Of the same character were those words of Jesus which taught a Stephen that Christ would destroy the Temple and remove its ritual-worship. (Acts, vi., 14.) Whether he learned this from the words recorded in John, ii., 19, or from some others, we leave for the present undecided. The doctrine of Paul in regard to the relation between the Law and the Gospel was only an extension of the truth first uttered by Stephen. This doctrine could not have originated in Paul, without a point of departure for it in the instructions of Christ himself; still less, if those instructions had been in direct contradiction to it.

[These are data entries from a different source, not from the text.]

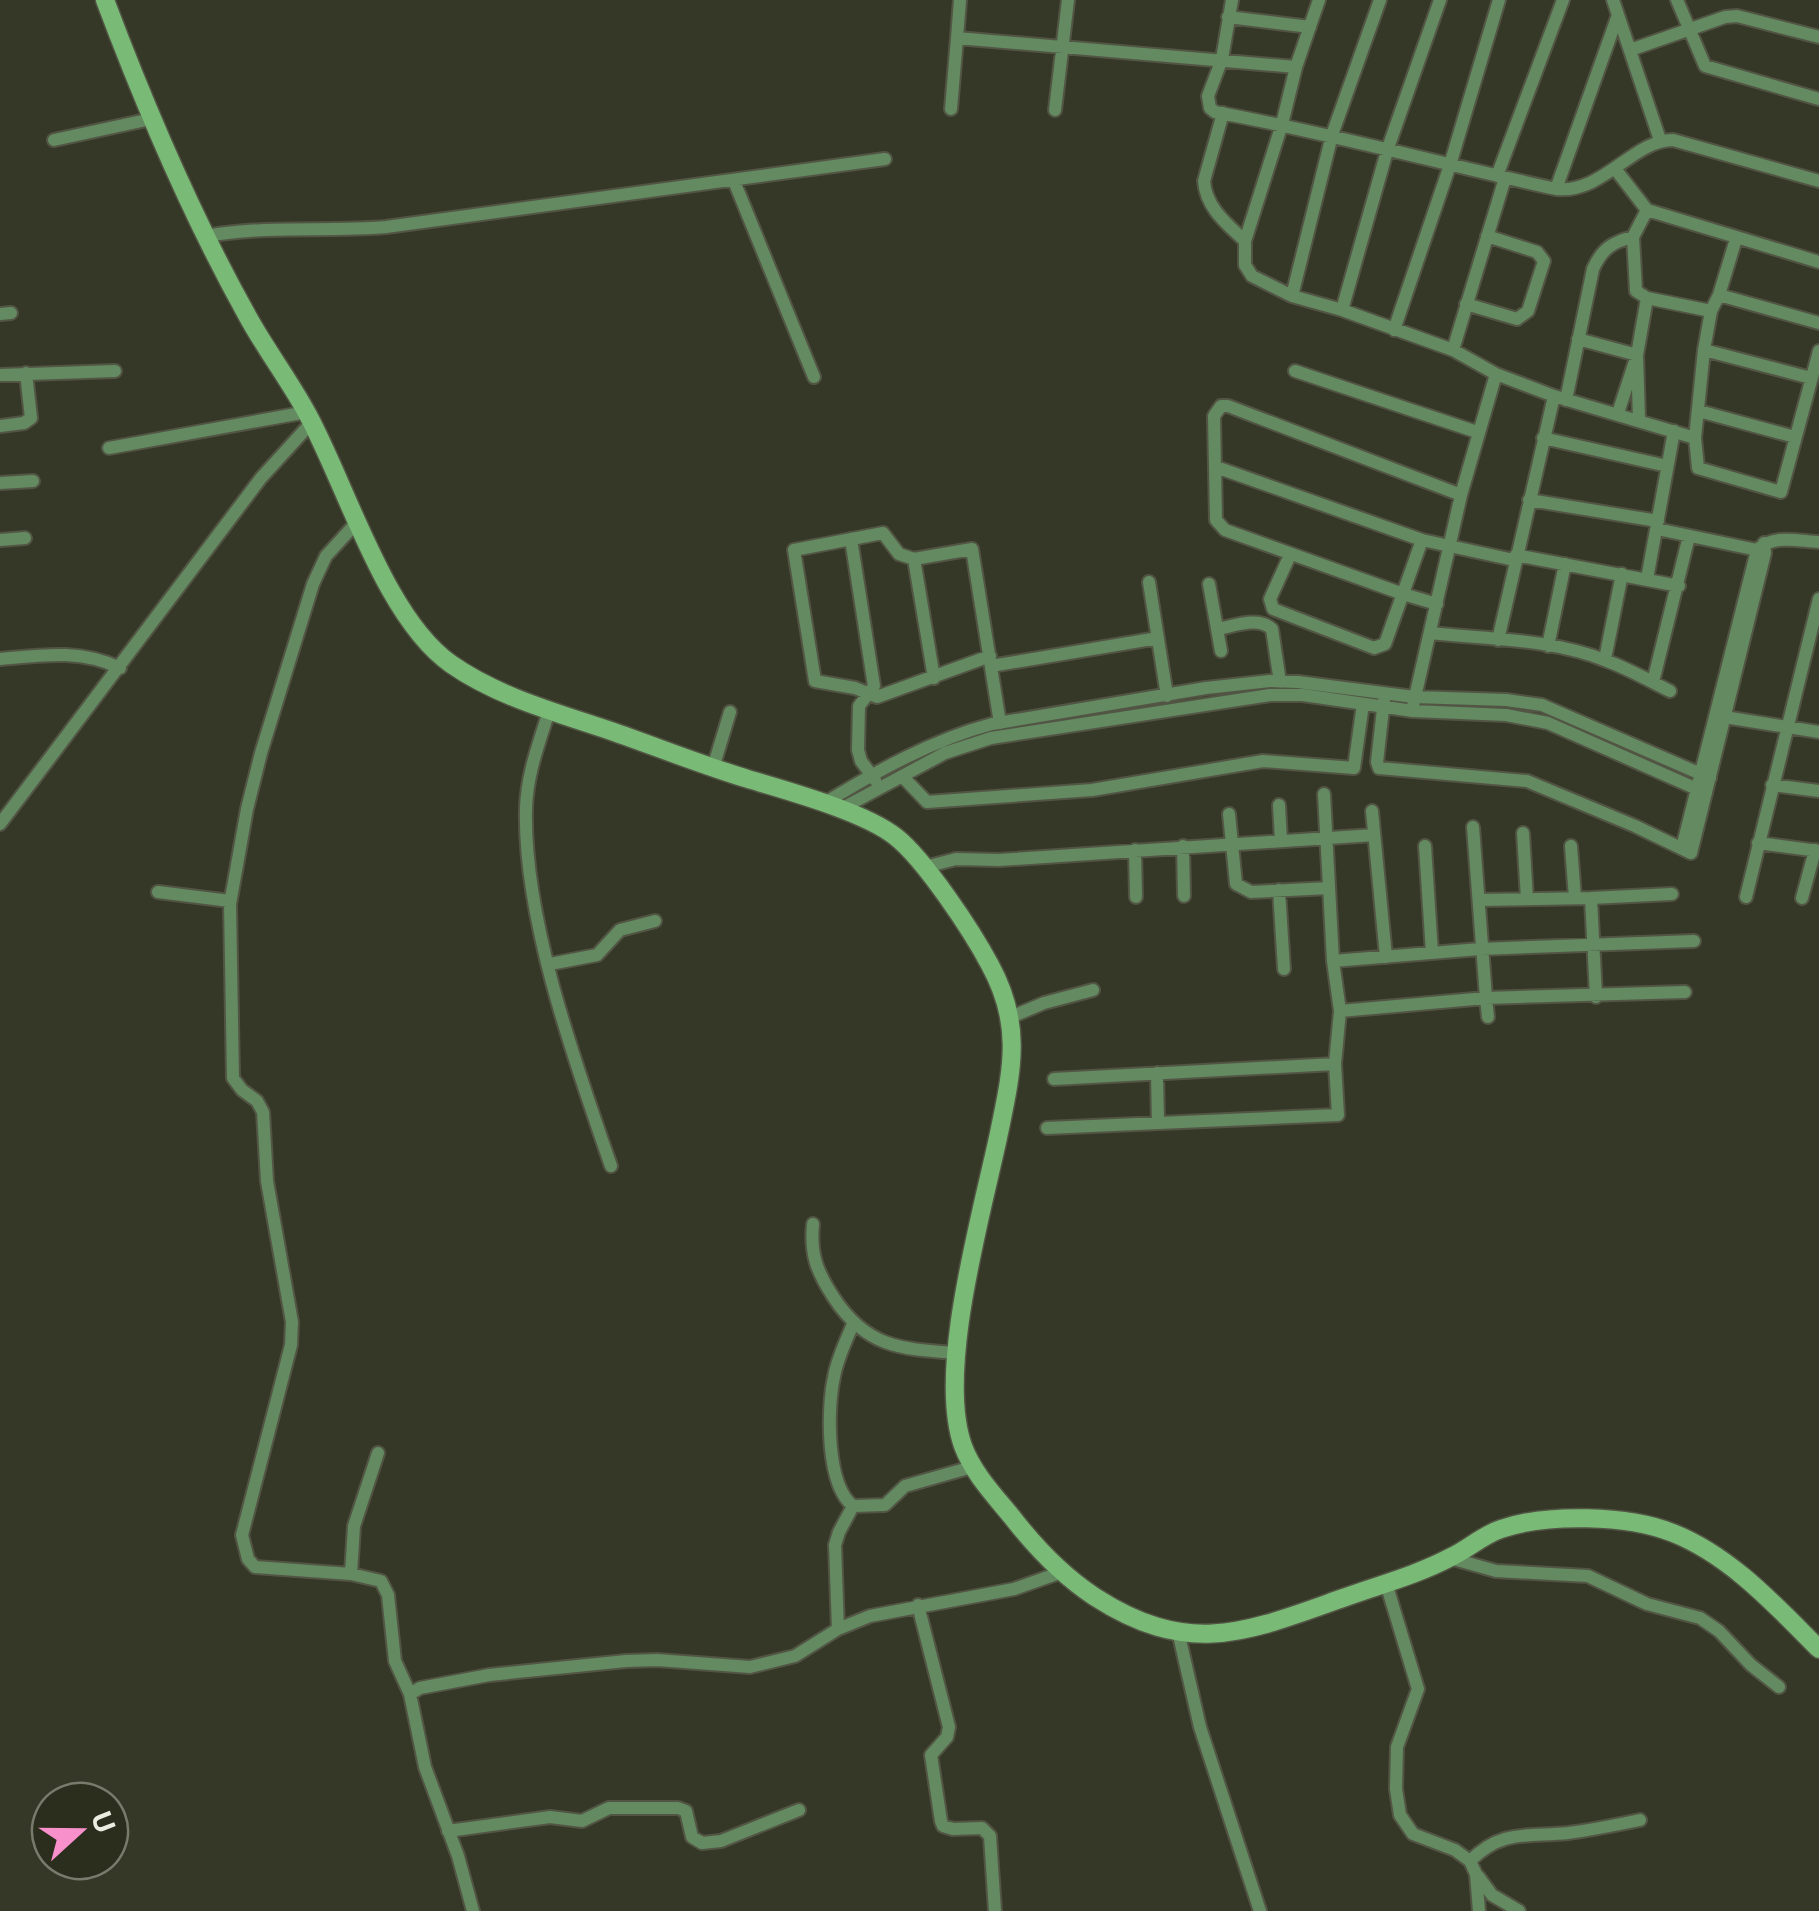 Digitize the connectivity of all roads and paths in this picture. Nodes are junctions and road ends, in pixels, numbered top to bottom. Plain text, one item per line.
1 (105, 0) edge
2 (960, 0) edge
3 (1068, 0) edge
4 (1232, 0) edge
5 (1319, 0) edge
6 (1380, 0) edge
7 (1440, 0) edge
8 (1499, 0) edge
9 (1563, 0) edge
10 (1613, 0) edge
11 (1677, 0) edge
12 (1618, 15) junction
13 (1228, 17) junction
14 (1310, 27) junction
15 (1690, 32) junction
16 (1819, 37) edge
17 (957, 38) junction
18 (1063, 46) junction
19 (1630, 50) junction
20 (1222, 59) junction
21 (1296, 67) junction
22 (1818, 96) edge
23 (950, 109) dead end
24 (1054, 110) dead end
25 (1223, 113) junction
26 (151, 119) junction
27 (1282, 124) junction
28 (1332, 135) junction
29 (54, 140) dead end
30 (1660, 140) junction
31 (1386, 151) junction
32 (886, 159) dead end
33 (1450, 165) junction
34 (1616, 170) junction
35 (1501, 177) junction
36 (1819, 181) edge
37 (734, 182) junction
38 (1556, 189) junction
39 (1647, 210) junction
40 (214, 235) junction
41 (1487, 236) junction
42 (1633, 237) junction
43 (1736, 239) junction
44 (1245, 241) junction
45 (1819, 262) edge
46 (1720, 295) junction
47 (1292, 296) junction
48 (1647, 298) junction
49 (1466, 304) junction
50 (1342, 310) junction
51 (1711, 311) junction
52 (1819, 323) edge
53 (1394, 330) junction
54 (1578, 339) junction
55 (1453, 350) junction
56 (1704, 350) junction
57 (1819, 350) edge
58 (1637, 355) junction
59 (115, 371) dead end
60 (1295, 371) dead end
61 (26, 372) junction
62 (1496, 374) junction
63 (0, 375) edge
64 (814, 376) dead end
65 (1811, 378) junction
66 (1560, 398) junction
67 (1699, 411) junction
68 (1618, 413) junction
69 (309, 417) junction
70 (1640, 419) junction
71 (0, 426) edge
72 (1674, 431) junction
73 (1478, 432) junction
74 (1795, 437) junction
75 (1543, 438) junction
76 (1695, 438) junction
77 (109, 448) dead end
78 (1667, 466) junction
79 (1216, 467) junction
80 (33, 481) dead end
81 (0, 483) edge
82 (1461, 495) junction
83 (1529, 500) junction
84 (358, 520) junction
85 (1657, 525) junction
86 (1689, 536) junction
87 (25, 538) dead end
88 (851, 539) junction
89 (0, 540) edge
90 (1422, 540) junction
91 (1819, 542) edge
92 (1451, 544) junction
93 (1762, 548) junction
94 (1290, 554) junction
95 (1515, 557) junction
96 (914, 559) junction
97 (1565, 564) junction
98 (1622, 574) junction
99 (1647, 579) junction
100 (1149, 582) dead end
101 (1209, 584) dead end
102 (1679, 586) junction
103 (1402, 594) junction
104 (1437, 604) junction
105 (1818, 606) edge
106 (1217, 629) junction
107 (1430, 634) junction
108 (1158, 638) junction
109 (1498, 640) junction
110 (1548, 646) junction
111 (1221, 651) dead end
112 (0, 659) edge
113 (1605, 660) junction
114 (990, 661) junction
115 (1804, 666) junction
116 (120, 668) junction
117 (1819, 668) edge
118 (934, 678) junction
119 (1280, 682) junction
120 (1654, 682) junction
121 (1670, 691) dead end
122 (868, 694) junction
123 (1168, 696) junction
124 (1384, 700) junction
125 (1364, 704) junction
126 (1414, 704) junction
127 (549, 711) junction
128 (730, 712) dead end
129 (1719, 717) junction
130 (1000, 723) junction
131 (1788, 728) junction
132 (1819, 732) edge
133 (714, 764) junction
134 (902, 776) junction
135 (876, 782) junction
136 (1703, 783) junction
137 (1772, 785) junction
138 (1819, 790) edge
139 (1324, 794) dead end
140 (1279, 805) dead end
141 (831, 807) junction
142 (1372, 811) dead end
143 (1230, 814) dead end
144 (2, 818) edge
145 (1473, 827) dead end
146 (1523, 833) dead end
147 (1374, 835) junction
148 (1327, 837) junction
149 (1281, 840) junction
150 (1232, 843) junction
151 (1758, 843) junction
152 (1183, 846) junction
153 (1425, 846) dead end
154 (1572, 846) dead end
155 (1135, 850) junction
156 (1817, 851) edge
157 (931, 865) junction
158 (1329, 888) junction
159 (1279, 890) junction
160 (158, 892) dead end
161 (1672, 894) dead end
162 (1184, 896) dead end
163 (1136, 897) dead end
164 (1746, 897) dead end
165 (1583, 898) junction
166 (1802, 898) dead end
167 (1527, 899) junction
168 (230, 900) junction
169 (1479, 900) junction
170 (655, 921) dead end
171 (1694, 941) dead end
172 (1596, 946) junction
173 (1480, 948) junction
174 (1432, 953) junction
175 (1386, 957) junction
176 (1333, 961) junction
177 (550, 964) junction
178 (1284, 969) dead end
179 (1093, 990) dead end
180 (1685, 992) dead end
181 (1596, 997) junction
182 (1486, 998) junction
183 (1340, 1011) junction
184 (1017, 1014) junction
185 (1488, 1017) dead end
186 (1335, 1064) junction
187 (1156, 1074) junction
188 (1054, 1079) dead end
189 (1158, 1123) junction
190 (1047, 1128) dead end
191 (611, 1166) dead end
192 (813, 1224) dead end
193 (853, 1324) junction
194 (957, 1353) junction
195 (378, 1453) dead end
196 (972, 1466) junction
197 (852, 1506) junction
198 (1456, 1554) junction
199 (1062, 1572) junction
200 (350, 1574) junction
201 (1386, 1583) junction
202 (918, 1606) junction
203 (838, 1629) junction
204 (1178, 1631) junction
205 (1819, 1649) edge
206 (1779, 1686) dead end
207 (410, 1694) junction
208 (798, 1810) dead end
209 (1640, 1820) dead end
210 (448, 1831) junction
211 (1470, 1860) junction
212 (1476, 1874) junction
213 (474, 1911) edge
214 (995, 1911) edge
215 (1260, 1911) edge
216 (1479, 1911) edge
217 (1520, 1911) edge

1 - 26 street
2 - 17 street
3 - 18 street
4 - 13 street
5 - 14 street
6 - 28 street
7 - 31 street
8 - 33 street
9 - 35 street
10 - 12 street
11 - 15 street
12 - 19 street
12 - 38 street
13 - 14 street
13 - 20 street
14 - 21 street
15 - 16 street
15 - 19 street
15 - 22 street
17 - 18 street
17 - 23 street
18 - 20 street
18 - 24 street
19 - 30 street
20 - 21 street
20 - 25 street
21 - 27 street
25 - 27 street
25 - 44 street
26 - 29 street
26 - 40 street
27 - 28 street
27 - 44 street
28 - 31 street
28 - 47 street
30 - 34 street
30 - 36 street
31 - 33 street
31 - 50 street
32 - 37 street
33 - 35 street
33 - 53 street
34 - 38 street
34 - 39 street
35 - 38 street
35 - 41 street
37 - 40 street
37 - 64 street
39 - 42 street
39 - 43 street
40 - 69 street
41 - 49 street
41 - 49 street
42 - 48 street
42 - 54 street
43 - 45 street
43 - 46 street
44 - 47 street
46 - 51 street
46 - 52 street
47 - 50 street
48 - 51 street
48 - 58 street
49 - 55 street
50 - 53 street
51 - 56 street
53 - 55 street
54 - 58 street
54 - 66 street
55 - 62 street
56 - 65 street
56 - 67 street
57 - 65 street
58 - 68 street
58 - 70 street
59 - 61 street
60 - 73 street
61 - 63 street
61 - 71 street
62 - 66 street
62 - 73 street
65 - 74 street
66 - 68 street
66 - 75 street
67 - 74 street
67 - 76 street
68 - 70 street
69 - 77 street
69 - 84 street
69 - 116 street
70 - 72 street
72 - 76 street
72 - 78 street
73 - 82 street
74 - 76 street
75 - 78 street
75 - 83 street
78 - 85 street
79 - 82 street
79 - 90 street
79 - 94 street
80 - 81 street
82 - 92 street
83 - 85 street
83 - 95 street
84 - 127 street
84 - 168 street
85 - 86 street
85 - 99 street
86 - 93 street
86 - 102 street
87 - 89 street
88 - 96 street
88 - 122 street
88 - 122 street
90 - 92 street
90 - 103 street
91 - 93 street
92 - 95 street
92 - 104 street
93 - 129 street
94 - 103 street
94 - 103 street
95 - 97 street
95 - 109 street
96 - 114 street
96 - 118 street
97 - 98 street
97 - 110 street
98 - 99 street
98 - 113 street
99 - 102 street
100 - 108 street
101 - 106 street
102 - 120 street
103 - 104 street
104 - 107 street
105 - 115 street
106 - 111 street
106 - 119 street
107 - 109 street
107 - 126 street
108 - 114 street
108 - 123 street
109 - 110 street
110 - 113 street
112 - 116 street
113 - 120 street
114 - 118 street
114 - 130 street
115 - 117 street
115 - 131 street
116 - 144 street
118 - 122 street
119 - 123 street
119 - 124 street
120 - 121 street
122 - 135 street
123 - 130 street
124 - 125 street
124 - 126 street
124 - 136 street
125 - 134 street
125 - 134 street
126 - 136 street
127 - 133 street
127 - 177 street
128 - 133 street
129 - 131 street
129 - 136 street
130 - 135 street
131 - 132 street
131 - 137 street
133 - 141 street
134 - 135 street
135 - 141 street
137 - 138 street
137 - 151 street
139 - 148 street
140 - 149 street
141 - 157 street
142 - 147 street
143 - 150 street
145 - 169 street
146 - 167 street
147 - 148 street
147 - 175 street
148 - 149 street
148 - 158 street
149 - 150 street
150 - 152 street
150 - 159 street
151 - 156 street
151 - 164 street
152 - 155 street
152 - 162 street
153 - 174 street
154 - 165 street
155 - 157 street
155 - 163 street
156 - 166 street
157 - 184 street
158 - 159 street
158 - 176 street
159 - 178 street
160 - 168 street
161 - 165 street
165 - 167 street
165 - 172 street
167 - 169 street
168 - 200 street
169 - 173 street
170 - 177 street
171 - 172 street
172 - 173 street
172 - 181 street
173 - 174 street
173 - 182 street
174 - 175 street
175 - 176 street
176 - 183 street
177 - 191 street
179 - 184 street
180 - 181 street
181 - 182 street
182 - 183 street
182 - 185 street
183 - 186 street
184 - 194 street
186 - 187 street
186 - 189 street
187 - 188 street
187 - 189 street
189 - 190 street
192 - 193 street
193 - 194 street
193 - 197 street
194 - 196 street
195 - 200 street
196 - 197 street
196 - 199 street
197 - 203 street
198 - 201 street
198 - 205 street
198 - 206 street
199 - 202 street
199 - 204 street
200 - 207 street
201 - 204 street
201 - 211 street
202 - 203 street
202 - 214 street
203 - 207 street
204 - 215 street
207 - 210 street
208 - 210 street
209 - 211 street
210 - 213 street
211 - 212 street
212 - 216 street
212 - 217 street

Christ’s declaration, “My yoke is easy and my burden light” (Matt., xi., 30), was designed, indeed, primarily, to contrast his manner of teaching and leading men with that of the Pharisees; but it certainly meant far more. It contrasted his plan of salvation with legalism generally, of which Pharisaism was only the apex. Paul’s doctrine on the subject is nothing but a developement of the intimation contained in these words.139139   Schleiermacher (in his Hermeneutik, s. 82) very aptly applies the oft-abused comparison between Christ and Socrates to illustrate the relation between the apostolic doctrines, especially those of Paul, and the immediate teachings of Christ. He justly remarks, that while there was a similarity in the fact that the teachings of Socrates were not written down by himself, but transmitted through his disciples, who marked them with their own individuality without at all obliterating the Socratic ground-colours, the substantial difference lay in this, that the affinity of the Apostles was closer than that of the followers of Socrates, “because the power of unity which emanated from Christ was in itself greater, and acted so powerfully upon those Apostles who, like Paul, had marked individual peculiarities, that they appealed, in their teachings, exclusively to Christ. Although Paul first brought out the idea of the conversion of the heathen into perfect clearness before the Apostles, yet he advocated it in no other power than that of Christ. Had not the idea been contained in Christ’s teaching, the other Apostles would not have recognized Paul as a Christian, much less an Apostle.” The same remark may be applied to many other important doctrines.